Indeed, some economists argue that given Brazil’s growing political and budget crises, its currency, the real, should be trading at closer to R$5 against the dollar than today’s level of around R$4. Only intervention by the central bank with its large reserves and Brazil’s high interest rates are keeping hedge funds at bay, they say.
“Most of us think that if it were just based on fundamentals, the real should be closer to R$5 to the dollar not R$4,” said a senior banker with a foreign institution in São Paulo.
Ms Rousseff made a rare appearance in congress because she will need all the support she can get in 2016. Not only is the economy heading into its worst recession in more than a century but lawmakers will resume an impeachment process against her after the annual carnival festivities.

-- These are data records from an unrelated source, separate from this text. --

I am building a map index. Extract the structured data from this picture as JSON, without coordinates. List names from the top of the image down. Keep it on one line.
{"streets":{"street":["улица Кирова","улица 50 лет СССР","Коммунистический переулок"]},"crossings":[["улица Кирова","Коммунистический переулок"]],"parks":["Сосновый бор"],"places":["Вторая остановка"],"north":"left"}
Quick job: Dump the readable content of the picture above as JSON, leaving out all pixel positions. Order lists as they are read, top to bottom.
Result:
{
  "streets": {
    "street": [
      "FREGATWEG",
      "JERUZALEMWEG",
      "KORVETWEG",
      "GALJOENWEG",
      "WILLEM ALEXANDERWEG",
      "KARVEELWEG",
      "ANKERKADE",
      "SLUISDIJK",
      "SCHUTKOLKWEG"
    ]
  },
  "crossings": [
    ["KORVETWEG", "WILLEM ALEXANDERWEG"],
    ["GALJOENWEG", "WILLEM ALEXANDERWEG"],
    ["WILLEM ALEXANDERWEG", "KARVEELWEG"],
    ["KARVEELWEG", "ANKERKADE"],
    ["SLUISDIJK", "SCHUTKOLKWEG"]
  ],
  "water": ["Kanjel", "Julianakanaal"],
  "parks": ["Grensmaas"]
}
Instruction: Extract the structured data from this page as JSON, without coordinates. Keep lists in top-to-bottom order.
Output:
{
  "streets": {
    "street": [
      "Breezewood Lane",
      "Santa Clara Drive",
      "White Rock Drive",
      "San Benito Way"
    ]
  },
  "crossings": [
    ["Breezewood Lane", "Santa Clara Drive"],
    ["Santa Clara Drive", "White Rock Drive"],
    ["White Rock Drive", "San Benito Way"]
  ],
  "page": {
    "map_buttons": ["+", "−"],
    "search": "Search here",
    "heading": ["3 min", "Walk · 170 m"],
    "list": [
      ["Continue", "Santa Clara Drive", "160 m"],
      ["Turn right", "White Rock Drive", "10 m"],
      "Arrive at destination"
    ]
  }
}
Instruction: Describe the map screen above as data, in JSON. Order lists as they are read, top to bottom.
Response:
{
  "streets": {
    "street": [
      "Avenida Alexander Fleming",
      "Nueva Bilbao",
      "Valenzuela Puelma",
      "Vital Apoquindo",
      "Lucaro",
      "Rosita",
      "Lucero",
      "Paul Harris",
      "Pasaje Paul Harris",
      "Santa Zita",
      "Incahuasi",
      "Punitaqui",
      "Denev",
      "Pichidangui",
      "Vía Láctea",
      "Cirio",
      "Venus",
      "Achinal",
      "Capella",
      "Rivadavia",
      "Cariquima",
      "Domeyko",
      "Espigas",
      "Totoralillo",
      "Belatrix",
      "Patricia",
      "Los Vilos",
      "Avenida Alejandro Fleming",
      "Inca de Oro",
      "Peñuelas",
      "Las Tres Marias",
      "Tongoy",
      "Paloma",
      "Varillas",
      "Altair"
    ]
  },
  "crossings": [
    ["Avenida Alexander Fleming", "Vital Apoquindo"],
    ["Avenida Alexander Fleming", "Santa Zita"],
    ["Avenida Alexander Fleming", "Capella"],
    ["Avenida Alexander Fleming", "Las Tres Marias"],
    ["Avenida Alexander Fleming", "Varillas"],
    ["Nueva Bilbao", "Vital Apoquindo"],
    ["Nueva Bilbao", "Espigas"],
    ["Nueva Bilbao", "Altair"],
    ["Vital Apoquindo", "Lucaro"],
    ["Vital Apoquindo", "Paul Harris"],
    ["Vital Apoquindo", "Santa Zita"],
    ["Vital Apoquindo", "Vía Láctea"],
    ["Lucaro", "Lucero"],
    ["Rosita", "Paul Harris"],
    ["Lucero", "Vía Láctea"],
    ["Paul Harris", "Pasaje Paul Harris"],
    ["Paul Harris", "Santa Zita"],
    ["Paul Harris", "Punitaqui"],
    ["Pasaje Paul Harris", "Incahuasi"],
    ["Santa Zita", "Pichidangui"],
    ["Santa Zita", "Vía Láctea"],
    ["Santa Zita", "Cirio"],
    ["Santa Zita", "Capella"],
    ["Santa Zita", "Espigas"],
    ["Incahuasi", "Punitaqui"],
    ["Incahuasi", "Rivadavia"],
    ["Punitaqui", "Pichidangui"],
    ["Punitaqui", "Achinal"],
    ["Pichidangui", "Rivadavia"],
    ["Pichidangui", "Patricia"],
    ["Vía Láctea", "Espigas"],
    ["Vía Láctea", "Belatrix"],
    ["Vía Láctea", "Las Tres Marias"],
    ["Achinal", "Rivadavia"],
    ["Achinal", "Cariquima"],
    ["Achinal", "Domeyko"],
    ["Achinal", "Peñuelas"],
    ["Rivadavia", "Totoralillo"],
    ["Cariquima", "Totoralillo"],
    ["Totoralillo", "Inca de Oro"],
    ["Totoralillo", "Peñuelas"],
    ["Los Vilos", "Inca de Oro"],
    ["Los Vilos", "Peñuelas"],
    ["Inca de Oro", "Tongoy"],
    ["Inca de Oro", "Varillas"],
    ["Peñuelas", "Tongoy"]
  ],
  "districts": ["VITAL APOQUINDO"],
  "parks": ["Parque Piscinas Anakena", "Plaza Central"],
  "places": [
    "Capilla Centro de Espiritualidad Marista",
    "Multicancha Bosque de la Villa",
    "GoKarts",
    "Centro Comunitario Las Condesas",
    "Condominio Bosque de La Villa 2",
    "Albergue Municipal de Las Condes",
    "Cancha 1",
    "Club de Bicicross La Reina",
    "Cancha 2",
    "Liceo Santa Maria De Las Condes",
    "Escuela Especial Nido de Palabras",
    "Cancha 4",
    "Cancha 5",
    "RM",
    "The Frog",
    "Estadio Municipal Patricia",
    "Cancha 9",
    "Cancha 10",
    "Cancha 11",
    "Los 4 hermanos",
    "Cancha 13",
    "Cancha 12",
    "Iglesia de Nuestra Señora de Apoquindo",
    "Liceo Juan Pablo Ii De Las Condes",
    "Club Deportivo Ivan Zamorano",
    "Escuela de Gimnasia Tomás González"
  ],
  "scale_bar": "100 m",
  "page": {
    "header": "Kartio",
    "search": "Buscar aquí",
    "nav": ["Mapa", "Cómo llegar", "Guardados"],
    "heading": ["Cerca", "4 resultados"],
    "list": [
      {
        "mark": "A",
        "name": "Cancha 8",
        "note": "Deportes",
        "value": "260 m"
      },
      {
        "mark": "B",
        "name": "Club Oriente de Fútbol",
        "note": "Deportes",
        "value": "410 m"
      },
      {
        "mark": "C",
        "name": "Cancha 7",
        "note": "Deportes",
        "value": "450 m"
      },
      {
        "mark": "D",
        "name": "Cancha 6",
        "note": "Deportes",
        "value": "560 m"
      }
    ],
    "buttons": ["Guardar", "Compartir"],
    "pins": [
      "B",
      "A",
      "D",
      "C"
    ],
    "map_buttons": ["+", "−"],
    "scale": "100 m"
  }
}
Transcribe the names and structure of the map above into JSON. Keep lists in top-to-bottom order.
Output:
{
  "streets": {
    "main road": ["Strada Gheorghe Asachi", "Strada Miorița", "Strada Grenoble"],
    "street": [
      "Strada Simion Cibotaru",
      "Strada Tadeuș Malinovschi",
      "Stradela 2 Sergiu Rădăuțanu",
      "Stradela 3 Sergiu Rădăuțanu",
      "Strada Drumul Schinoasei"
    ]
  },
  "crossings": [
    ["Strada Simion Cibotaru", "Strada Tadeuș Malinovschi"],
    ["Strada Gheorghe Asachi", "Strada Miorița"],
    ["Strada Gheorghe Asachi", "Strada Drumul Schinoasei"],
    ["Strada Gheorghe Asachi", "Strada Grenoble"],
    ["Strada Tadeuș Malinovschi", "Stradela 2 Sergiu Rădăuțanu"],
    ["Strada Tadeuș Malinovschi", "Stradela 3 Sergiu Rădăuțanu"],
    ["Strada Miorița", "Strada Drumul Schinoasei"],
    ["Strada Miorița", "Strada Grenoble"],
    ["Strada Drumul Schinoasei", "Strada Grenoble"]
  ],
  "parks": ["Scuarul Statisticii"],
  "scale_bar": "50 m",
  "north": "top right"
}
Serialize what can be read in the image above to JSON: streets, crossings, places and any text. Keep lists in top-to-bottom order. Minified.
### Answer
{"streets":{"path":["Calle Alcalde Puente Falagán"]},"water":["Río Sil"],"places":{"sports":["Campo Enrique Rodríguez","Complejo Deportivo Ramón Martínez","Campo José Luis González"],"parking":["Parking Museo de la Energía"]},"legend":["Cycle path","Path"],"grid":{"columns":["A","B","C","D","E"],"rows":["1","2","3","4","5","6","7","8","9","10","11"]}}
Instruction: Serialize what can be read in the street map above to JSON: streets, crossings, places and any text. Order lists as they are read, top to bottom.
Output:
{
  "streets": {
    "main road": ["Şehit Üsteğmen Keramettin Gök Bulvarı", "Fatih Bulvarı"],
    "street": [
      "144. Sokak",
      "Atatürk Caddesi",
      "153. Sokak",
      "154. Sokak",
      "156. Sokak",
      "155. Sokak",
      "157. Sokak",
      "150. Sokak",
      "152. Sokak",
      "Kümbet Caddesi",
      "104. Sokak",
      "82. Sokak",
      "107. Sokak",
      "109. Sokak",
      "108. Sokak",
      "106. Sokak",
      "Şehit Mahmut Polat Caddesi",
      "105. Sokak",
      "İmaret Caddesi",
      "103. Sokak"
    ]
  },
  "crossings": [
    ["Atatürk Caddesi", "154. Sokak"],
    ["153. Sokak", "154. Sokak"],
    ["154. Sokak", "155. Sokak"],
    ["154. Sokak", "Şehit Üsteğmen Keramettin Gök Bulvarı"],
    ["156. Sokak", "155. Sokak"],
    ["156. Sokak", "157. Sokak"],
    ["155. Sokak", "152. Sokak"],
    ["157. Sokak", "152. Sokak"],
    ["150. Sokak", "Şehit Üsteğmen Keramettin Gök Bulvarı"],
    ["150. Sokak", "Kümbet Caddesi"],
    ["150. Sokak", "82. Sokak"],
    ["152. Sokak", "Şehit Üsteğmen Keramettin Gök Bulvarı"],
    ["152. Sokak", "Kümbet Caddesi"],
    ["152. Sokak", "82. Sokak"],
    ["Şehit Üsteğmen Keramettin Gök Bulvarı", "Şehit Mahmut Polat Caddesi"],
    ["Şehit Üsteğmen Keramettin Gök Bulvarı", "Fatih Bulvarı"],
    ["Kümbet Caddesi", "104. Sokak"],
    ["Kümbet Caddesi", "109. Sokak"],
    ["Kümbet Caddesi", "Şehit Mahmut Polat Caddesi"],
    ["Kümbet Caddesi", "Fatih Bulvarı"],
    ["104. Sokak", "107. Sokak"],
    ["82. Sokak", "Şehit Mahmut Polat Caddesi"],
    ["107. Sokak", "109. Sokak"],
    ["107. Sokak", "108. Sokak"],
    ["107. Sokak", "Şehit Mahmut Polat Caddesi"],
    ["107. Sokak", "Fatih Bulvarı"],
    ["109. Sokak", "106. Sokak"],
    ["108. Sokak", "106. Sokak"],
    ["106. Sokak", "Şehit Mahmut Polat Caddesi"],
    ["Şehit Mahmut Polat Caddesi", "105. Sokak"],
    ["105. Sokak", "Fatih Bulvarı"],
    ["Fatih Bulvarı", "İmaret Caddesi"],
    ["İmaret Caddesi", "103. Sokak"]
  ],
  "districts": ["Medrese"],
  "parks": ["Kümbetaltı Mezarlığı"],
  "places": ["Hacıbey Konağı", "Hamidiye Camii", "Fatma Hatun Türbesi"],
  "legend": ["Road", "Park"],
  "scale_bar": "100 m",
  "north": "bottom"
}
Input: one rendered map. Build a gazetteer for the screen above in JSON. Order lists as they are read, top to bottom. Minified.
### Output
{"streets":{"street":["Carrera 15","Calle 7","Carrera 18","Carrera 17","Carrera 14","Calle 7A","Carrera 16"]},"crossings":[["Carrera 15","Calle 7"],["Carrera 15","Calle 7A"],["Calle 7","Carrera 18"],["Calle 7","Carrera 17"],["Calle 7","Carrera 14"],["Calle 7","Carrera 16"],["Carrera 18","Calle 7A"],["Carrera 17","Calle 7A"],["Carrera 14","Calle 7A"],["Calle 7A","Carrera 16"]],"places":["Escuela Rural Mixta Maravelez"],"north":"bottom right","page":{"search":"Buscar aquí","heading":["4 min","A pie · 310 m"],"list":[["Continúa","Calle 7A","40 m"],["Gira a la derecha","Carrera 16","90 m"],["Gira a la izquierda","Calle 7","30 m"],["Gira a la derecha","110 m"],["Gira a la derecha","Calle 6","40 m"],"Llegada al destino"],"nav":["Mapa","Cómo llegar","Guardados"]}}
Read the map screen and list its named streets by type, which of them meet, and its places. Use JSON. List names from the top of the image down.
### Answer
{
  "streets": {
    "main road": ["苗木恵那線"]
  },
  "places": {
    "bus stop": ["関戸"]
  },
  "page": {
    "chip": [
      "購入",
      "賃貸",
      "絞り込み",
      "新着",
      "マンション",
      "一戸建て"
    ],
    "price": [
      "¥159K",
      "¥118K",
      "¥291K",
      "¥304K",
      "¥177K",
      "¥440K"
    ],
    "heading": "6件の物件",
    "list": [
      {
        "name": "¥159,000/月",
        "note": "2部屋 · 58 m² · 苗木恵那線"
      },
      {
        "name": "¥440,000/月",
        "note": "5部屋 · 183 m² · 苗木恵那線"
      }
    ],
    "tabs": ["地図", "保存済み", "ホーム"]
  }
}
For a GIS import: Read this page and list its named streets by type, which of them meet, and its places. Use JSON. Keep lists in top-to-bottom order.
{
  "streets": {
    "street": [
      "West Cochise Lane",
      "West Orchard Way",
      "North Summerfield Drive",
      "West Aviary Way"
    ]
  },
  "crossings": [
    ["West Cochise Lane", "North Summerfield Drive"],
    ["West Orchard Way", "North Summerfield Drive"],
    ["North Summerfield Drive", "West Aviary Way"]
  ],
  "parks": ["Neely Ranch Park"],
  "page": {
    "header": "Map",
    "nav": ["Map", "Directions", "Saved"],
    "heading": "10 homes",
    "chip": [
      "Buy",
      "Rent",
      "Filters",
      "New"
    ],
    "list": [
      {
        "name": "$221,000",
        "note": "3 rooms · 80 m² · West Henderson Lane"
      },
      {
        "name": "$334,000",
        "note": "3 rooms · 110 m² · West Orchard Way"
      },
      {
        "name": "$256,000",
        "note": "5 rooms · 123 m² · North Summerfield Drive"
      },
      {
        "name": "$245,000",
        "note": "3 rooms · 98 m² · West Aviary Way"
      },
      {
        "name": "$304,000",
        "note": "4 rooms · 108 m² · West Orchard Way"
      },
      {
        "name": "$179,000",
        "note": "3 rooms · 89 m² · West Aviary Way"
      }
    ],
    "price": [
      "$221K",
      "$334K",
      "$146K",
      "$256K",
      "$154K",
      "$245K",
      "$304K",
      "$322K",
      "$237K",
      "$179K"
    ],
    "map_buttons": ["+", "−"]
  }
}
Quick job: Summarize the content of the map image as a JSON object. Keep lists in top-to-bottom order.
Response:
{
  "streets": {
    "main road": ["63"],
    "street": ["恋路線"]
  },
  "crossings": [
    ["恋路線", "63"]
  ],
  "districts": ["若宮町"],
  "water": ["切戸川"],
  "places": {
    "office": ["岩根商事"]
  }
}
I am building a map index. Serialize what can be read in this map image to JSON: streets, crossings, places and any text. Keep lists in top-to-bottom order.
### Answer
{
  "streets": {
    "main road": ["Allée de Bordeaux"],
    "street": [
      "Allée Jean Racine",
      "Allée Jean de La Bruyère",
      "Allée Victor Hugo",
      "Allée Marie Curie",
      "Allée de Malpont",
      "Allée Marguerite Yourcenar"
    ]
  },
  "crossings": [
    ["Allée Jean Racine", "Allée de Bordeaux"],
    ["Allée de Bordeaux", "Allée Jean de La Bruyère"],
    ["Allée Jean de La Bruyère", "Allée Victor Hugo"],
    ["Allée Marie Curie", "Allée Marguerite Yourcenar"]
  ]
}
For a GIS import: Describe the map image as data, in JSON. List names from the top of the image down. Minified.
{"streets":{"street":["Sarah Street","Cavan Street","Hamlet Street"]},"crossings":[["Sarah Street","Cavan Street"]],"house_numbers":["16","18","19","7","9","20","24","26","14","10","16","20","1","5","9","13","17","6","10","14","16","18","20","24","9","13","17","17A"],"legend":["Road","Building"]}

A central bank survey of economists shows most predicting gross domestic product will contract by more than 3 per cent this year, compounding what is expected to have been a more than 3 per cent fall in 2015. They are also forecasting inflation of 7.3 per cent, above the central bank’s target range of 4.5 per cent plus or minus 2 percentage points and carrying on from last year’s blowout rise in prices of 10.7 per cent.
The survey also shows economists predicting the real will end the year at R$4.35 to the dollar compared with about R$3.90 on Wednesday.
However, even though a rate of R$4.35 would be a record nominal low for the currency, it could have much further to fall, economists say. In spite of the much more negative economic situation today, Brazil’s currency remains stronger against the dollar in real terms than when it last hit record lows in 2002. At that time, the currency was struck by pessimism over the election of a leftwing firebrand president, Luiz Inácio Lula da Silva, who later turned out to be more market-friendly than expected.
On a real effective exchange rate basis, the real today is trading at about 15-25 per cent below its historical average while in 2002 it fell as much as 50 per cent below its average. Indeed, the currency’s “equilibrium” — the level at which it would represent fair value in real terms — would be R$5.45 if it were allowed to float without intervention, said Marcos Casarin, economist with Oxford Economics.
“This [R$5.45 to the dollar] is where the model says OK now your external adjustment is done and now this rate will ensure you have some capacity for your export industry to be competitive in external markets,” Mr Casarin said.
This fact has not been lost on hedge fund managers. Just before the Christmas break, Brazilian hedge fund, Verde Asset Management, led by Luis Stulhberger, known for his long history of market outperformance, said in a report it saw the currency as overvalued.
“The time will come to have much higher exposure in US dollars [versus the real],” Verde said. “We remain very attentive.”
The obstacle facing hedge funds is the prospect of central bank intervention to defend the currency. Brazil has one of the largest foreign exchange reserves in the world at about $369bn. Betting against the real by going short is also expensive given Brazil’s high interest rates, with the central bank’s benchmark Selic rate at 14.25 per cent.
“I think it [the real] will be held back by central bank intervention and also by those fat interest rates they offer, which discourage shorting of the real,” said Mr Casarin of Oxford Economics.
Another factor potentially helping the real is a collapse in trade, with imports contracting faster than exports in recent months. This has generated a positive trade balance — a factor that could curb depreciation of the Brazilian currency, Nomura said in a report.
However, most analysts say that even if the real can withstand Brazil’s internal problems, it is extremely vulnerable to an external event, such as a significant devaluation of the renminbi. China is one of Brazil’s most important trading partners. Such a shock could open the currency up for attack.
“There are a lot of mines along the way, external and internal, so the real, as much as it has moved down, probably hasn’t seen its bottom yet,” said Jorge Mariscal, emerging markets chief investment officer with UBS Wealth Management.